---
# System prepended metadata

title: Principle Component Analysis (PCA)

---

**Principal Component Analysis (PCA) Overview:**

Principal Component Analysis (PCA) is a dimensionality reduction technique used to transform high-dimensional data into a lower-dimensional representation while retaining the most important information. PCA identifies the principal components (linear combinations of the original features) that explain the most variance in the data.

In this example, we'll use PCA to reduce the dimensionality of a dataset and visualize the results.

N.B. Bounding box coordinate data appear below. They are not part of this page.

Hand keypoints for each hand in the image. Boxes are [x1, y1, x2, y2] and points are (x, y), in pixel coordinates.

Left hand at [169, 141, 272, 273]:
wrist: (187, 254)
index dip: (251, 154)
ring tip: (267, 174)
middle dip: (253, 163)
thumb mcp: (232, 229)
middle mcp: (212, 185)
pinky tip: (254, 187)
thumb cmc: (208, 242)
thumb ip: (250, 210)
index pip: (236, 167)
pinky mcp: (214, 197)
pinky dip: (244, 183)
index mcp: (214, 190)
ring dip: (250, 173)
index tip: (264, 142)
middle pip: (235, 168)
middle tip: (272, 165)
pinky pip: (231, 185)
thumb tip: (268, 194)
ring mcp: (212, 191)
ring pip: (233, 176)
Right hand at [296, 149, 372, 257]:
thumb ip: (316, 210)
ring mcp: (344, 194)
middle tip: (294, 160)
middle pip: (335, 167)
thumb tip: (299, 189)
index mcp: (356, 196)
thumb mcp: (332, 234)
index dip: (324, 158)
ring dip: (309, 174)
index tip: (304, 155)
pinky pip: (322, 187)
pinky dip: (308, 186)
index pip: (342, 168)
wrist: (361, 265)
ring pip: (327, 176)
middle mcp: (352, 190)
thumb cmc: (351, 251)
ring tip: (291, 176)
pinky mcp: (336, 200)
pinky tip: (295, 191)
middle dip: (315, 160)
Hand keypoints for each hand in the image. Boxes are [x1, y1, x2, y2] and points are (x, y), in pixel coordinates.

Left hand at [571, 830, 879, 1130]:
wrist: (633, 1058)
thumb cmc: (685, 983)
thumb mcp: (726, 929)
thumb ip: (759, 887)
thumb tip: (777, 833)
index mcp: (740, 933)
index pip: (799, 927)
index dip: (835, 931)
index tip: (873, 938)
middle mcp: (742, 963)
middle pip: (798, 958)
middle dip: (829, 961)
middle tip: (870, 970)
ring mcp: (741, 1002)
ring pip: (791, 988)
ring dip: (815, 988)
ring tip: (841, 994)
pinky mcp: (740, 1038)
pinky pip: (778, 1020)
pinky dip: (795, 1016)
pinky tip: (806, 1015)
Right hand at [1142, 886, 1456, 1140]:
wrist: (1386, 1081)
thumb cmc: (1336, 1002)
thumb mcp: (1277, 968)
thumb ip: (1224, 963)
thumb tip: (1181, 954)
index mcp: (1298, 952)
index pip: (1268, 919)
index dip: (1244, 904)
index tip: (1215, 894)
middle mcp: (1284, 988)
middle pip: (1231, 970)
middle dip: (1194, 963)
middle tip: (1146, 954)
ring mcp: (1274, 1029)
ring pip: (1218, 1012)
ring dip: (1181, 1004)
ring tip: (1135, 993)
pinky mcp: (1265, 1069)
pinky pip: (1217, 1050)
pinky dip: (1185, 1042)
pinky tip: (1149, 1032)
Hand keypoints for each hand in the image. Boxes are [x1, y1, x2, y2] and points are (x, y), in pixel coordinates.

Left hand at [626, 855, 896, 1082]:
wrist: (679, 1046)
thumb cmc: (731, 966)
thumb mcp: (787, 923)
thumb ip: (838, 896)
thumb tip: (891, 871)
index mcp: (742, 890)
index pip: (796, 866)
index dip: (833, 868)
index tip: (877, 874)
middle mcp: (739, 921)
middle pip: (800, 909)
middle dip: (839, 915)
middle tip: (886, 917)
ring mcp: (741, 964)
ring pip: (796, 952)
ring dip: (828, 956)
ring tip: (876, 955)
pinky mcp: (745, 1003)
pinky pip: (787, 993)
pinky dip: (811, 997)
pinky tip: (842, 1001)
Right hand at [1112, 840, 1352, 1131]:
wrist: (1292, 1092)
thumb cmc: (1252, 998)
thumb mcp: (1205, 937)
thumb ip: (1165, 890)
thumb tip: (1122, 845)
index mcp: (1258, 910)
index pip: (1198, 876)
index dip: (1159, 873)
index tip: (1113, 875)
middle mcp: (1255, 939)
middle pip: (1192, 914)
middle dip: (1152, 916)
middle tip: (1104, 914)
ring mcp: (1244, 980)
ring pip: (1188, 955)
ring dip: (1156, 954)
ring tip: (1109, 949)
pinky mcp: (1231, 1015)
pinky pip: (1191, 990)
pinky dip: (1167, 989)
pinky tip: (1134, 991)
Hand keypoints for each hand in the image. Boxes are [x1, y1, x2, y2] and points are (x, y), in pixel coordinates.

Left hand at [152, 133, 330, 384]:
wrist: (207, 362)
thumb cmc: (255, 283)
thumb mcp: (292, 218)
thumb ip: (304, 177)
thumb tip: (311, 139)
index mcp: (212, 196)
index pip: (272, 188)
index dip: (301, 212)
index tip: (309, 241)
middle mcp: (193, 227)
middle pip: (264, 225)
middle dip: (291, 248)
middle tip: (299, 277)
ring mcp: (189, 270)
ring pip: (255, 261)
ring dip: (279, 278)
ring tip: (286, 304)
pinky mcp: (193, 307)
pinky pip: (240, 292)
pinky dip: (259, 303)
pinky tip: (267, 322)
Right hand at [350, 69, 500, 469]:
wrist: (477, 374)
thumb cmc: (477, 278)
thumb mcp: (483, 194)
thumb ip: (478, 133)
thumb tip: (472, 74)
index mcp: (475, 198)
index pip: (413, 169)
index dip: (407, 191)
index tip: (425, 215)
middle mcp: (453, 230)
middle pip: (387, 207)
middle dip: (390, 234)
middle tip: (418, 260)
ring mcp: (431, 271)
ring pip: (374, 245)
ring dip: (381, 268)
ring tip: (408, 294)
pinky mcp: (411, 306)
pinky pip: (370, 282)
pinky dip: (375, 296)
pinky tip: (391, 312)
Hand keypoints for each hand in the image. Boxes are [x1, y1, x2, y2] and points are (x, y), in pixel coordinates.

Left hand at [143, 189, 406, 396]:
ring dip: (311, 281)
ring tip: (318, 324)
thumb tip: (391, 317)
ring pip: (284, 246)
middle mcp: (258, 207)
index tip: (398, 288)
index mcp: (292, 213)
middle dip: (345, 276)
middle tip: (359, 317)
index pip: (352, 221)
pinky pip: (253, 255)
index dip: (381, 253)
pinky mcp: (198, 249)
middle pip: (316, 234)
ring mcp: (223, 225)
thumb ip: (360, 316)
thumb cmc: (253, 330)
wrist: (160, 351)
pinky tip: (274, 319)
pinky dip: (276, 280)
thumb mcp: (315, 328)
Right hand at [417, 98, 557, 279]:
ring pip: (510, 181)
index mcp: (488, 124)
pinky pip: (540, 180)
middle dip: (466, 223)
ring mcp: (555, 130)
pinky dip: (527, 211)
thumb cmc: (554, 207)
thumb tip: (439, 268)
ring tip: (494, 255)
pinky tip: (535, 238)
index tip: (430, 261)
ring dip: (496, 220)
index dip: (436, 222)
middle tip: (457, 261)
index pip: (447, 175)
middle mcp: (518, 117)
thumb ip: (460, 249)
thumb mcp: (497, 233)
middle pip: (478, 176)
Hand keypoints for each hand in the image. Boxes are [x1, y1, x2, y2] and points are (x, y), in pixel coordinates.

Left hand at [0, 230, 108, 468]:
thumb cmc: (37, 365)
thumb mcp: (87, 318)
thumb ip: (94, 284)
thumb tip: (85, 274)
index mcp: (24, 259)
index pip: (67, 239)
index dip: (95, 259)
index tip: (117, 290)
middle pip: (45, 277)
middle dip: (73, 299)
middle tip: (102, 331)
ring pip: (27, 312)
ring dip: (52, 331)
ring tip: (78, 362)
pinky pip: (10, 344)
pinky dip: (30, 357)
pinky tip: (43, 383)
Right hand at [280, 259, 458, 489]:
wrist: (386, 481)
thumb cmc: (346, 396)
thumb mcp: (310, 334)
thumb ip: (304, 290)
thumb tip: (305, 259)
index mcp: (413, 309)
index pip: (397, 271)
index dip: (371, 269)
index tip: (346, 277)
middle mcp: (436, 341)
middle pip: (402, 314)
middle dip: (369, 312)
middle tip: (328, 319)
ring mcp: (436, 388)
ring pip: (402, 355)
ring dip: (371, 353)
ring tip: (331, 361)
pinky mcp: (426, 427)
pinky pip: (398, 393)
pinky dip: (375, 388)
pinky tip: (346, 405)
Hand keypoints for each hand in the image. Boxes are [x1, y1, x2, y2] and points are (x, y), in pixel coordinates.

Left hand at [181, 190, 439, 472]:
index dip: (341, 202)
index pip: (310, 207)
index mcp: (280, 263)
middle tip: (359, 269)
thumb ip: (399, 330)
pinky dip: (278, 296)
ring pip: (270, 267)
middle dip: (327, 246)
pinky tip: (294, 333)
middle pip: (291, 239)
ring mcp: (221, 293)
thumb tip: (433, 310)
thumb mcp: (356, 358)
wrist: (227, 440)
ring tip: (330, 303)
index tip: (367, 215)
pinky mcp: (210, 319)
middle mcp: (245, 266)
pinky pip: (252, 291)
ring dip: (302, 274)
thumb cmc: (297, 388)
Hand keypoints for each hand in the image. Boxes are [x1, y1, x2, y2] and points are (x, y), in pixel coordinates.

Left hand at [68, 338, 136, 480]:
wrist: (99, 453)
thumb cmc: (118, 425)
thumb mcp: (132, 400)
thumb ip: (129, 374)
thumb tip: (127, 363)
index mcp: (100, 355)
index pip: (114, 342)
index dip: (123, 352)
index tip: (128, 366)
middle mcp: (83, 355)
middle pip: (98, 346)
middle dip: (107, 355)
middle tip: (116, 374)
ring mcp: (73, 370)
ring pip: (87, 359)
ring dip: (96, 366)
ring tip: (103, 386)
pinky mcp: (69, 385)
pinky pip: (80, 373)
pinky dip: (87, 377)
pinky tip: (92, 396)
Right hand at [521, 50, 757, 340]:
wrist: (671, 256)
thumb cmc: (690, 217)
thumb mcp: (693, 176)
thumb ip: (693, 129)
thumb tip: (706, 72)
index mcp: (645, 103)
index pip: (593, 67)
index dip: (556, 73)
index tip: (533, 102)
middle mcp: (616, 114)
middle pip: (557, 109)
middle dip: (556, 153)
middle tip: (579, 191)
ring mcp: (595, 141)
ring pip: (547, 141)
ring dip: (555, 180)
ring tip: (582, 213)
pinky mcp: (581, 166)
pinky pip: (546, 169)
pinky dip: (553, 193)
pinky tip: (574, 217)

**Example Using a Dataset:**

**Step 1: Import Libraries**
```python
import numpy as np
import matplotlib.pyplot as plt
from sklearn.datasets import load_iris
from sklearn.decomposition import PCA
```

**Step 2: Load and Prepare the Dataset**
```python
# Load the Iris dataset
iris = load_iris()
X = iris.data  # Feature matrix
y = iris.target  # Target labels
```

**Step 3: Perform PCA Dimensionality Reduction**
```python
# Create a PCA object with the desired number of components (e.g., 2)
n_components = 2
pca = PCA(n_components=n_components)

# Fit and transform the data to reduce dimensionality
X_pca = pca.fit_transform(X)
```

**Params That Can Be Changed**
1. **n_components**: The number of principal components to retain. You can choose a different number based on your dimensionality reduction needs.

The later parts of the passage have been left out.